## WORK INSTRUCTIONS
From the records below, copy the lines that include "dead".

## RECORDS TO USE
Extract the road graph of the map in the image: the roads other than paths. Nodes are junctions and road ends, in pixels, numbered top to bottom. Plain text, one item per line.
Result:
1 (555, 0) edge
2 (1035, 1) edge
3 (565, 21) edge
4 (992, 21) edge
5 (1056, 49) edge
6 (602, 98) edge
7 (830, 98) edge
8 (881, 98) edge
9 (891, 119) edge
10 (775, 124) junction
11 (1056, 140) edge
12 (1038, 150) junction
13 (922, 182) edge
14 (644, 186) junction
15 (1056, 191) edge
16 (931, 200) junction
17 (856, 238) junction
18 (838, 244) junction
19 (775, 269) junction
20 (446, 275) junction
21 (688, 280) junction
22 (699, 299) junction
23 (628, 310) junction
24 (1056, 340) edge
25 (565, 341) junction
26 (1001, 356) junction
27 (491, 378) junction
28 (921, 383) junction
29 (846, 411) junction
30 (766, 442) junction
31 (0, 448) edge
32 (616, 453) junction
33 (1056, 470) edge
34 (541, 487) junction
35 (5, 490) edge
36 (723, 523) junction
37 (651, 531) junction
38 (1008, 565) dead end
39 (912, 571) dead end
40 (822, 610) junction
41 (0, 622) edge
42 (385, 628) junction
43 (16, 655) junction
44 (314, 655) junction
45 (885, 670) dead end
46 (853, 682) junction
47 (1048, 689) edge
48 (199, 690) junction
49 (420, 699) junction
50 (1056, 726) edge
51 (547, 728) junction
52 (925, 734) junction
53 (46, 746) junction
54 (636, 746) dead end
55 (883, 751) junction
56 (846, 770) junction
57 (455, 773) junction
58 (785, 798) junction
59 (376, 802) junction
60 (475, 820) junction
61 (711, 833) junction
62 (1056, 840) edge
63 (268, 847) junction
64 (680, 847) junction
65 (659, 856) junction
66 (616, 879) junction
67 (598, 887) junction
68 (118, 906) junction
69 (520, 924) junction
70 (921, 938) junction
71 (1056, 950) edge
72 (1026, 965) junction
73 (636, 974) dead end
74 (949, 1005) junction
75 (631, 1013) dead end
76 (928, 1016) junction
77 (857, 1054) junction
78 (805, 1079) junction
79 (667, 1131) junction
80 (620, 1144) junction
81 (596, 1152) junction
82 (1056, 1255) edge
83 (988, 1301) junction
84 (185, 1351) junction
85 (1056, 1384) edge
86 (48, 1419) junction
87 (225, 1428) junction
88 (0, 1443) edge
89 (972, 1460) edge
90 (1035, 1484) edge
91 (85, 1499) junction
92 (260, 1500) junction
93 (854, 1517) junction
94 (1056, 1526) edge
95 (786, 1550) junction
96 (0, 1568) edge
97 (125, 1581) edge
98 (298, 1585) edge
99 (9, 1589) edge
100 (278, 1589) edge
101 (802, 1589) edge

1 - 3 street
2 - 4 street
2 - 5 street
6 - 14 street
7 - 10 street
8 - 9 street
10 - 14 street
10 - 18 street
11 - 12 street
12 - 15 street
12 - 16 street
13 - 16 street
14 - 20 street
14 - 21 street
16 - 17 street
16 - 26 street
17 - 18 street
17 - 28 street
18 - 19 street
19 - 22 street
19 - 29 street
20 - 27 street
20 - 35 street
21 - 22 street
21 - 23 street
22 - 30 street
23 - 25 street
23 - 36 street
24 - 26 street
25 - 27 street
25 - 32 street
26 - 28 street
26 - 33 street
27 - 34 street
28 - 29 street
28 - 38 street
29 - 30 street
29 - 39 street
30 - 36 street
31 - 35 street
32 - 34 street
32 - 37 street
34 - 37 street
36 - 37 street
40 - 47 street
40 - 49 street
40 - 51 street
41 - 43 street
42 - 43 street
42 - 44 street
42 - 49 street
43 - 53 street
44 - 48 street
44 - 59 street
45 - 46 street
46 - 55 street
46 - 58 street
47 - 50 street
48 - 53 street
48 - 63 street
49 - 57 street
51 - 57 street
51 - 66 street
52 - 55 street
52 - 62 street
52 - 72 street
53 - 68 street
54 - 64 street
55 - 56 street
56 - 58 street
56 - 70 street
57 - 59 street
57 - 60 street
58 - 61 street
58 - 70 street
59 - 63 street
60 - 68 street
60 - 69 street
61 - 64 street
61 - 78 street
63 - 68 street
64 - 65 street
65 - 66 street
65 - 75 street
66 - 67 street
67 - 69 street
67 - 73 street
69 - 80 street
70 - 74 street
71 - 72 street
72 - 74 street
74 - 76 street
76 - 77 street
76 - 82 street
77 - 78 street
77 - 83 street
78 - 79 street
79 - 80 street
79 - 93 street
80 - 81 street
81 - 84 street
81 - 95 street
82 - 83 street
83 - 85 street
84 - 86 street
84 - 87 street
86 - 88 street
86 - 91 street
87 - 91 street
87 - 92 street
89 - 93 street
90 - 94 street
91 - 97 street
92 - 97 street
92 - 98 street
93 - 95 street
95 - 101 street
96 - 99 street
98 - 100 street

## RESULT
38 (1008, 565) dead end
39 (912, 571) dead end
45 (885, 670) dead end
54 (636, 746) dead end
73 (636, 974) dead end
75 (631, 1013) dead end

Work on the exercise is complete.